To do: The answer must be every line below that holds the word "Circuito".

Task data:

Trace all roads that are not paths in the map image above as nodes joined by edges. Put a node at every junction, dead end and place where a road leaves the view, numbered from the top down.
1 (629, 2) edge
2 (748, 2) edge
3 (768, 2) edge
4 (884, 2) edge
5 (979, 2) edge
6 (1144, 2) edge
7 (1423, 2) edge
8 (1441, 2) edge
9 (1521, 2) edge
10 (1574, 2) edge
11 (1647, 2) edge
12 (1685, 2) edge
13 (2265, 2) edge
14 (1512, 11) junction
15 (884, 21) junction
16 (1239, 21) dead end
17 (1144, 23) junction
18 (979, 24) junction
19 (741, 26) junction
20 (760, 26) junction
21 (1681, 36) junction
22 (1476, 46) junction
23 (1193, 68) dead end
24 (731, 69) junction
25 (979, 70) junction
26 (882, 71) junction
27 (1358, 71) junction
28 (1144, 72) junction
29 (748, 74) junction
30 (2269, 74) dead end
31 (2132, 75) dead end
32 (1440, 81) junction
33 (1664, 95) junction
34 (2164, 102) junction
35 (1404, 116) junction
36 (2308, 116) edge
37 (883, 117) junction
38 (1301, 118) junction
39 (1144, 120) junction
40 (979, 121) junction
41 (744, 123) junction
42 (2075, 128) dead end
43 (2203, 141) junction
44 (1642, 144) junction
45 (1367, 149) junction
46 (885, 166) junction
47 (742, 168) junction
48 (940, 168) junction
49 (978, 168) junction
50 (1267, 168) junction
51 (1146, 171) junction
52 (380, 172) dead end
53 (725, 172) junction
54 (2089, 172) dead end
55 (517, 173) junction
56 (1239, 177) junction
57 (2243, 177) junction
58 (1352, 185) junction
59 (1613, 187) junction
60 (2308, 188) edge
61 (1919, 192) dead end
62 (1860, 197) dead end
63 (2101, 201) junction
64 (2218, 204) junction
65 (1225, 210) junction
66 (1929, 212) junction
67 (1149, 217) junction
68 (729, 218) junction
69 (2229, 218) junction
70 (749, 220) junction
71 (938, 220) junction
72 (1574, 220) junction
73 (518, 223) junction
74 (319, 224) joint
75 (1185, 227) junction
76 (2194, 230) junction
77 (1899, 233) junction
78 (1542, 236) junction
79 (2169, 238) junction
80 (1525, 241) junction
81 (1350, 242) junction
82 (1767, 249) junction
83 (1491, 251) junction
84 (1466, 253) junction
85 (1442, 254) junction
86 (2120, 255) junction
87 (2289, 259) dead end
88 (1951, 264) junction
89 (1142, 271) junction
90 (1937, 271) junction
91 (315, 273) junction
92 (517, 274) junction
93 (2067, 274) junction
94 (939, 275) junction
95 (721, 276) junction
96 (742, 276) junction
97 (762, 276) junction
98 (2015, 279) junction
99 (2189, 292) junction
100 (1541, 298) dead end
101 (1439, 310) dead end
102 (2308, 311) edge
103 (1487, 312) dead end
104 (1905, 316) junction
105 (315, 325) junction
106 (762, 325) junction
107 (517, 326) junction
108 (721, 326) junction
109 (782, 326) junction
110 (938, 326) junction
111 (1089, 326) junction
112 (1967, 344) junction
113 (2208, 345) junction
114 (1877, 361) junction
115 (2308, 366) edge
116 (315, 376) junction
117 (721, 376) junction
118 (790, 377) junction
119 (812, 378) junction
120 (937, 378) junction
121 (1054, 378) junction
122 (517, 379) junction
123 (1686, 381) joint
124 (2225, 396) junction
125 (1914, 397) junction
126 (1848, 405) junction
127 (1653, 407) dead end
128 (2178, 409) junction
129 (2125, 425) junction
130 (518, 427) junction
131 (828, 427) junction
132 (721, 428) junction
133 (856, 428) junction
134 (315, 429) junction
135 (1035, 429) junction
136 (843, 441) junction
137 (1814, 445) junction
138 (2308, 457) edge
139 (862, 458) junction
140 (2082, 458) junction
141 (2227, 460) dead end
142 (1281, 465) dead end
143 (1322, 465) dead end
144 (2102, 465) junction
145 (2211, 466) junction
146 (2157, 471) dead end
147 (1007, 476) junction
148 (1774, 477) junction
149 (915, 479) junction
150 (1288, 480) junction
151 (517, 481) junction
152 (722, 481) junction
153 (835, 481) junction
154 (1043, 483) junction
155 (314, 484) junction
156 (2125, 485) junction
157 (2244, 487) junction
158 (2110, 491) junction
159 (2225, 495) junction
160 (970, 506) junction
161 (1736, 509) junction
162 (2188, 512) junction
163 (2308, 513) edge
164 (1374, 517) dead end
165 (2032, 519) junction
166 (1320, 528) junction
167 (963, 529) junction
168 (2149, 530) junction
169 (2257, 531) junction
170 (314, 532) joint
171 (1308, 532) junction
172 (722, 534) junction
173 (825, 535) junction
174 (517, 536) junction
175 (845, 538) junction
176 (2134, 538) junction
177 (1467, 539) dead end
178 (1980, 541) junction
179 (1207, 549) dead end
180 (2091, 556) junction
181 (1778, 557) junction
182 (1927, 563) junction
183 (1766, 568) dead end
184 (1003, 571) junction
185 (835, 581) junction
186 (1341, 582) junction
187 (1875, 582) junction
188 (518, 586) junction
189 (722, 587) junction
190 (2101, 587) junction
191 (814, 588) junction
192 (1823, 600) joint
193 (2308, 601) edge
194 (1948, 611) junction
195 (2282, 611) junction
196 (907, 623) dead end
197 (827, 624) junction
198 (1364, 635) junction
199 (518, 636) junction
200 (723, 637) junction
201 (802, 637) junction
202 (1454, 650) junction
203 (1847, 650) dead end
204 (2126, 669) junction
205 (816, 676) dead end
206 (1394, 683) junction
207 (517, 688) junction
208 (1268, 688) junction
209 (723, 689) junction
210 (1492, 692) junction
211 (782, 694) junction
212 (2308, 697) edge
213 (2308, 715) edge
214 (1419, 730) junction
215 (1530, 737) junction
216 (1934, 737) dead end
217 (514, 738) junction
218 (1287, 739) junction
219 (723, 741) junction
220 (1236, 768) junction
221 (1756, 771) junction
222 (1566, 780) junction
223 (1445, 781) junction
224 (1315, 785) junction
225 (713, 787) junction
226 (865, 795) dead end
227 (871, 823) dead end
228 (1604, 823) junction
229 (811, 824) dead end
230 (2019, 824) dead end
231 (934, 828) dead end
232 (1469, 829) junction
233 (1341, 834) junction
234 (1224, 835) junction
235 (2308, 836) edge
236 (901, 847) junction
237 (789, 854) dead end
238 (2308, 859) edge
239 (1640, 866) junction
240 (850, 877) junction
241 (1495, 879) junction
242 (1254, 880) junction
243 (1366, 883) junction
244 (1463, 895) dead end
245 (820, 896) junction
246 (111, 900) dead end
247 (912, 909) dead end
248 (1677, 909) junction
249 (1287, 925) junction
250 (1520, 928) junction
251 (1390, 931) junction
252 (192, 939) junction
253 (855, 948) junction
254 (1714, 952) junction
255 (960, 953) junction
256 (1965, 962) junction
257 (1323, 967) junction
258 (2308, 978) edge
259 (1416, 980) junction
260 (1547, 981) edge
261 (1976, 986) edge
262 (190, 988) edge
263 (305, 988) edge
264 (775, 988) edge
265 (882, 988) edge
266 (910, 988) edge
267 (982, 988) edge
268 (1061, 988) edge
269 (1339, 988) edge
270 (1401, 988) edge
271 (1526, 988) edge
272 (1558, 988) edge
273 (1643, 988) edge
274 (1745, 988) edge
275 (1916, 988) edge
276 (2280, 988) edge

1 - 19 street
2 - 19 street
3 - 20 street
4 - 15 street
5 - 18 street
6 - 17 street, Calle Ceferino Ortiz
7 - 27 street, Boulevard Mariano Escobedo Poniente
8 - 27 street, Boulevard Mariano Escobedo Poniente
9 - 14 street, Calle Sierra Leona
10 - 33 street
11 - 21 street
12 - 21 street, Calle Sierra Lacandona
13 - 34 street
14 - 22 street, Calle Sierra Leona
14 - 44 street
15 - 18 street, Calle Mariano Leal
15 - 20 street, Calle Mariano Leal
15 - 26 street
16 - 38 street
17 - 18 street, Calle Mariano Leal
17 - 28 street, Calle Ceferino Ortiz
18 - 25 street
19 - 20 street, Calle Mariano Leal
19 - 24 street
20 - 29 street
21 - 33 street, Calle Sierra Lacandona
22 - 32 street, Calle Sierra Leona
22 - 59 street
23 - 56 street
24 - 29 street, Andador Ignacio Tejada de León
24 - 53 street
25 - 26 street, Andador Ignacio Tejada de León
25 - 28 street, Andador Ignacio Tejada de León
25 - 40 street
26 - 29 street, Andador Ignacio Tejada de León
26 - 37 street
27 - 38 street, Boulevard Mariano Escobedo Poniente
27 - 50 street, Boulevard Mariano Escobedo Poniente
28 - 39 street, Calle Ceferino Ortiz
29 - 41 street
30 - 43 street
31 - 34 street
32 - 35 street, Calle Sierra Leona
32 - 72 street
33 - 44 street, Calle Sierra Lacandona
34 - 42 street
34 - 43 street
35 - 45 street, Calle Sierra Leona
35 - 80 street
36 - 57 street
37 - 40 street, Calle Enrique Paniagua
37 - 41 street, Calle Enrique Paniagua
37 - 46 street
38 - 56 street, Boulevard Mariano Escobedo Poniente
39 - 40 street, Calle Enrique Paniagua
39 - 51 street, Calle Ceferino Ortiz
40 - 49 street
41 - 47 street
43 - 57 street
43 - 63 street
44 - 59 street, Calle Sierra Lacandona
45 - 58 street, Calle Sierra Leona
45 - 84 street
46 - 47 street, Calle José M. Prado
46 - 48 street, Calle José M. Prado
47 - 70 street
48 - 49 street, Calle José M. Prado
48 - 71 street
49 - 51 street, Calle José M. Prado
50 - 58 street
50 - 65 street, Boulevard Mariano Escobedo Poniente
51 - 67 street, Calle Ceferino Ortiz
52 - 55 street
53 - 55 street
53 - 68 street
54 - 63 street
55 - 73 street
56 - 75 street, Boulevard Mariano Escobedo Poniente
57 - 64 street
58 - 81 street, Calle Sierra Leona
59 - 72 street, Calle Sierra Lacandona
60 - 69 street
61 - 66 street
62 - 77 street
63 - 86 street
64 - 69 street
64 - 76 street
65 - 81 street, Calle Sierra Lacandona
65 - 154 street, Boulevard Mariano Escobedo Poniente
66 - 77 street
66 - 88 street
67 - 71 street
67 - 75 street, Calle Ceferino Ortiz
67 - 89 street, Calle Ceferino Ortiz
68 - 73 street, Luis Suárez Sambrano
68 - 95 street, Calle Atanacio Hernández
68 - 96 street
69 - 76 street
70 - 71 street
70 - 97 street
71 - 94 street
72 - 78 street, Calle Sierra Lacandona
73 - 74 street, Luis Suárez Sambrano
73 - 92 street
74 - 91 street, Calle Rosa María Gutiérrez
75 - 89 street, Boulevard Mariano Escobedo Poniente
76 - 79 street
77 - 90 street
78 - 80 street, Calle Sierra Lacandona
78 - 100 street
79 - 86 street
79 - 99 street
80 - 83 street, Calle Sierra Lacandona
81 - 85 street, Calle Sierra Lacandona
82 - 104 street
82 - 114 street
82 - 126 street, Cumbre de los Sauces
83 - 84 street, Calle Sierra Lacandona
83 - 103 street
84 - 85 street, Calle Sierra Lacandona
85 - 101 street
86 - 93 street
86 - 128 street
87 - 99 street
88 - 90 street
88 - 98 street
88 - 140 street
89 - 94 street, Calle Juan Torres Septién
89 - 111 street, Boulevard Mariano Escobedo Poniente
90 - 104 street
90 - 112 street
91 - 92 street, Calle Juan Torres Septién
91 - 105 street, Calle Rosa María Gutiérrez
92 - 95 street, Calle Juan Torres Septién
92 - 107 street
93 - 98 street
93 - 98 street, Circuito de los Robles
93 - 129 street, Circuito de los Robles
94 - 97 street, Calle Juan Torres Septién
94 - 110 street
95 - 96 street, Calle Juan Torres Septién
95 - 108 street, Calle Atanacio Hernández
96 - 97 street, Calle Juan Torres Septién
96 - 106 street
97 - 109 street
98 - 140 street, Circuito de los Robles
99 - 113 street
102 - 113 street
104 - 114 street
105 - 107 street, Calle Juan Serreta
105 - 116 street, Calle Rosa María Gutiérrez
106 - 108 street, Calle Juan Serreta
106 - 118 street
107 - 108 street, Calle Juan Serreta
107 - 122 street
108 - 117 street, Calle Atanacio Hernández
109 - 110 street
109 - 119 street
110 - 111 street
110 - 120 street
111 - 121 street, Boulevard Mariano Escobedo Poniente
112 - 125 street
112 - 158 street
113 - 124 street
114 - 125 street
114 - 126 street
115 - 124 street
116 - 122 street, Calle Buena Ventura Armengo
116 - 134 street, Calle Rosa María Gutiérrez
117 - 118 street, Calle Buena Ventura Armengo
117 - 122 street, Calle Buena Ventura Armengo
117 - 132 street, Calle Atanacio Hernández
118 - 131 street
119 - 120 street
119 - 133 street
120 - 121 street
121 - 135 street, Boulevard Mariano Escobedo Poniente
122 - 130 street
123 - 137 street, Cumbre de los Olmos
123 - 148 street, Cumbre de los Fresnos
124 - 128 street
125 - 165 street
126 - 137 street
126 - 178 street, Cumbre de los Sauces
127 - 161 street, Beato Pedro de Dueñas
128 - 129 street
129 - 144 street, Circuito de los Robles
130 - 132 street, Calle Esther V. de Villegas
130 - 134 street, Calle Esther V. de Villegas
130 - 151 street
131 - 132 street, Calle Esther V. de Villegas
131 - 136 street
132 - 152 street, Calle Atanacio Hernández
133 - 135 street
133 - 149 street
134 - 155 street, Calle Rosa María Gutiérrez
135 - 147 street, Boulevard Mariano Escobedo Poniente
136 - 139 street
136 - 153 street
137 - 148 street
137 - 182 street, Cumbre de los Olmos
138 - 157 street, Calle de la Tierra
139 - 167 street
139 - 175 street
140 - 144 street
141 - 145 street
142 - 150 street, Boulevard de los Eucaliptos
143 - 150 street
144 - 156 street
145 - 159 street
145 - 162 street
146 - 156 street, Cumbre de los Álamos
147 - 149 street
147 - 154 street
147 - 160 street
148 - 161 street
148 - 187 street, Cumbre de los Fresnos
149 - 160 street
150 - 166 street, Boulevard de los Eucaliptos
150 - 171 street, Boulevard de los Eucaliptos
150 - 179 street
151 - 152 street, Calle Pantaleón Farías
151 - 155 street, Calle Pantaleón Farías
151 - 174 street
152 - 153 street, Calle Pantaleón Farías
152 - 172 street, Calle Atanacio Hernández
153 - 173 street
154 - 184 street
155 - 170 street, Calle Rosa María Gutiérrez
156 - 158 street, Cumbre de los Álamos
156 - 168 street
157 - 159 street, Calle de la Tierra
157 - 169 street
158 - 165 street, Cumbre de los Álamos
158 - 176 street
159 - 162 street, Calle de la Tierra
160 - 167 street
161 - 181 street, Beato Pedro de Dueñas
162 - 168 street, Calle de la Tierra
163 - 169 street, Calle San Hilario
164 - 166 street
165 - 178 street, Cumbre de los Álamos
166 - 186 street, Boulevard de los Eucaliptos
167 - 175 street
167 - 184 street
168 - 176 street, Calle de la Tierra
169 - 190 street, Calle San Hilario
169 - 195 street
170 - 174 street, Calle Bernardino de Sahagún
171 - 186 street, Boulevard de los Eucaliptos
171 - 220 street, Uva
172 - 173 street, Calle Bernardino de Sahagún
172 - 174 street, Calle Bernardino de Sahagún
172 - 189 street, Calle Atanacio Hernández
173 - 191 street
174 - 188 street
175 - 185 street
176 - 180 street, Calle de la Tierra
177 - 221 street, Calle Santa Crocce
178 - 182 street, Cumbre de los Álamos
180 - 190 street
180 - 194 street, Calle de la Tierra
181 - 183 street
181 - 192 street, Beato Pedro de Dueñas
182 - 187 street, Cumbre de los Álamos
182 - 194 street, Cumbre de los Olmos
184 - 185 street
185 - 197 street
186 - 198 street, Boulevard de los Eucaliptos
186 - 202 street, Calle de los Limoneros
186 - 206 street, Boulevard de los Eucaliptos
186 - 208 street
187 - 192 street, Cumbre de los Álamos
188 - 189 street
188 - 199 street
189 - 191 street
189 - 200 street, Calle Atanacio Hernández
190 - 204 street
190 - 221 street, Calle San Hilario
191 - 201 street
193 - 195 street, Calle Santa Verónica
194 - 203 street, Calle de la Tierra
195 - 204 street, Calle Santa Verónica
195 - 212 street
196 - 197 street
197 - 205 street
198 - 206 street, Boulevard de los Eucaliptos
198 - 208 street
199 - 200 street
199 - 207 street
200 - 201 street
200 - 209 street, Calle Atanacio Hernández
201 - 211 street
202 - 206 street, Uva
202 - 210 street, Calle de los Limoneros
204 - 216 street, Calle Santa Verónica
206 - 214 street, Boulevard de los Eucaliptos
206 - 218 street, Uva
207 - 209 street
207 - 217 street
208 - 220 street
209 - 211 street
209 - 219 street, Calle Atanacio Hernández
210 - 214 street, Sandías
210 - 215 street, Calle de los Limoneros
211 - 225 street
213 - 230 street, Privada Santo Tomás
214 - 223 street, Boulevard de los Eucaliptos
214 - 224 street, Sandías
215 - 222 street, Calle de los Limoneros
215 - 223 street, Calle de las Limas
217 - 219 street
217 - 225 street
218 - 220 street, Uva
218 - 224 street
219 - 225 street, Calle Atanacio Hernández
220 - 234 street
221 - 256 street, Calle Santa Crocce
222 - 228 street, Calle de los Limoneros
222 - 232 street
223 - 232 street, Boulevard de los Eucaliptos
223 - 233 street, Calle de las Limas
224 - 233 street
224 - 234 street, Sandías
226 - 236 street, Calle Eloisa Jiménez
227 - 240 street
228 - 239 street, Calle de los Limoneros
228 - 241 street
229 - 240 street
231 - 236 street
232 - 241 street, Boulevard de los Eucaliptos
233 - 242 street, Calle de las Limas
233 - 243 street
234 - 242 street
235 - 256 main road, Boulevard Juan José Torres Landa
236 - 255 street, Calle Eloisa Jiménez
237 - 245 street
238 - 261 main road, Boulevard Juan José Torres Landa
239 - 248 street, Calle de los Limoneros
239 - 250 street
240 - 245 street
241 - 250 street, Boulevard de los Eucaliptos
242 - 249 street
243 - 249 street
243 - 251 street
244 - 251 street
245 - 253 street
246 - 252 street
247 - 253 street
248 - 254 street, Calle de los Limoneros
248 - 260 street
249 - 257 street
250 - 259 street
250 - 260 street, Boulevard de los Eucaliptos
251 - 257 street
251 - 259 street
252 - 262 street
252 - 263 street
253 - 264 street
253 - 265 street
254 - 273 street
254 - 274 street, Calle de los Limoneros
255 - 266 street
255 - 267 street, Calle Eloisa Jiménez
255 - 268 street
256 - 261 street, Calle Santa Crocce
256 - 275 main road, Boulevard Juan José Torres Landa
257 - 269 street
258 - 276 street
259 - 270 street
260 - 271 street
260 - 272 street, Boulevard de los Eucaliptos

Answer area:
93 - 98 street, Circuito de los Robles
93 - 129 street, Circuito de los Robles
98 - 140 street, Circuito de los Robles
129 - 144 street, Circuito de los Robles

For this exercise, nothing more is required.